3

I am trying to split a word into bi-grams. I am using the qlcMatrix package, but it only returns distinct bi-grams. For example, for the word "detected", it only returns "te" once. This is the command I use

test_domain <- c("detected")
library("qlcMatrix", lib.loc="~/R/win-library/3.2")
bigram1 <- splitStrings(test_domain, sep = "", bigrams = TRUE, left.boundary = "", right.boundary = "")$bigrams

and this is the result I get:

bigram1
# [1] "ec" "ed" "de" "te" "ct" "et"
smci
  • 32,567
  • 20
  • 113
  • 146
Sotos
  • 51,121
  • 6
  • 32
  • 66
  • 2
    The `$bigrams` returns "A vector will all unique bigrams", so it's normal that there are no duplicates – etienne Dec 04 '15 at 08:11
  • Indeed.

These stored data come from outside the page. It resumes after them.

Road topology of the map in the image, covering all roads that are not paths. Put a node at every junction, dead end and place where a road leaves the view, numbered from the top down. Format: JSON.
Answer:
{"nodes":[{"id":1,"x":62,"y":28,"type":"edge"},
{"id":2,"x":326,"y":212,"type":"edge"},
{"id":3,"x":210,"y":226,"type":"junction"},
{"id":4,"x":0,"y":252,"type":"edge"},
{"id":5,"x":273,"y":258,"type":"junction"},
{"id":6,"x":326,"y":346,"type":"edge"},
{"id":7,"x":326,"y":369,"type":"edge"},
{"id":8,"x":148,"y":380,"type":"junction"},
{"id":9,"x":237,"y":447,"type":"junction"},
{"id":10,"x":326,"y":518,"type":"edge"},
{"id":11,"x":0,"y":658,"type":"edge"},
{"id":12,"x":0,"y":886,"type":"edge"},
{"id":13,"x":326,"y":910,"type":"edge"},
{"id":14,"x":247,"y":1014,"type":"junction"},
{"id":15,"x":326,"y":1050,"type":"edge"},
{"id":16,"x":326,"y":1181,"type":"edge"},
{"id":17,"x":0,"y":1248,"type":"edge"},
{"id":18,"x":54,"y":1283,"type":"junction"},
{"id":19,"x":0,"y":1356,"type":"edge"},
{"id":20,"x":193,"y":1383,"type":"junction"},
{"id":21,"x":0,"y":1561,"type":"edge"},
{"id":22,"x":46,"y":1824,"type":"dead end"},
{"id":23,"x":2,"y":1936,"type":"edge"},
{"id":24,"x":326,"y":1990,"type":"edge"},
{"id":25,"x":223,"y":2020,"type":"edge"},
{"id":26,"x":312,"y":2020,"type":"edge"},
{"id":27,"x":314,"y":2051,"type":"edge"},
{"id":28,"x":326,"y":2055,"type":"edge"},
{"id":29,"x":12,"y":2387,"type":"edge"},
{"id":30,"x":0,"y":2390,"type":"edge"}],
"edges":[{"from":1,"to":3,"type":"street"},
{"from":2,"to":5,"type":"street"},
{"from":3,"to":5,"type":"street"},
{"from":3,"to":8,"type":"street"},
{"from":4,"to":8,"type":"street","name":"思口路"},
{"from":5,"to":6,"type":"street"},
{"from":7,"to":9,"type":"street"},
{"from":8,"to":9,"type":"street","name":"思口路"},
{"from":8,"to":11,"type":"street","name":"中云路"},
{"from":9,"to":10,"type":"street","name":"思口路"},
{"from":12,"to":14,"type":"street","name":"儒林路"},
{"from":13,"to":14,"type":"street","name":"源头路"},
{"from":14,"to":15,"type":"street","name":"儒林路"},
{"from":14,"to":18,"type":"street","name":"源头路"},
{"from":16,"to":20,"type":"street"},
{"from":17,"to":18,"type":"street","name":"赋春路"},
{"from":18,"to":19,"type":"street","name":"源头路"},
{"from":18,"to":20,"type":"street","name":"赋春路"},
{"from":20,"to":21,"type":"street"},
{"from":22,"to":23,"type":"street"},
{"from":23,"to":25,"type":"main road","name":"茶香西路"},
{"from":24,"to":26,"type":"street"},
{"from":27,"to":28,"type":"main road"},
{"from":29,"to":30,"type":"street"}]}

So I guess this package won't do the trick...? I am trying not to use packages in general but I 've been stack (pun intended) for a while now. – Sotos Dec 04 '15 at 08:19
  • To be clear, you want to have this : `"de" "et" "te" "ec" "ct" "te" "ed"` ? – etienne Dec 04 '15 at 08:21
  • Exactly. Not only the distinct bi-grams. – Sotos Dec 04 '15 at 08:24

2 Answers2

7

Another way to do it with base R is to use mapply and substr:

nc <- nchar("detected")
mapply(function(x, y){substr("detected", x, y)}, x=1:(nc-1), y=2:nc)
# [1] "de" "et" "te" "ec" "ct" "te" "ed"
Cath
  • 23,906
  • 5
  • 52
  • 86
5

You can do that without packages:

test_domain <- c("detected")
temp <- strsplit(test_domain ,'')[[1]]
sapply(1:(length(temp)-1), function(x){paste(temp[x:(x+1)], collapse='')})
# [1] "de" "et" "te" "ec" "ct" "te" "ed"
Cath
  • 23,906
  • 5
  • 52
  • 86
etienne
  • 3,648
  • 4
  • 23
  • 37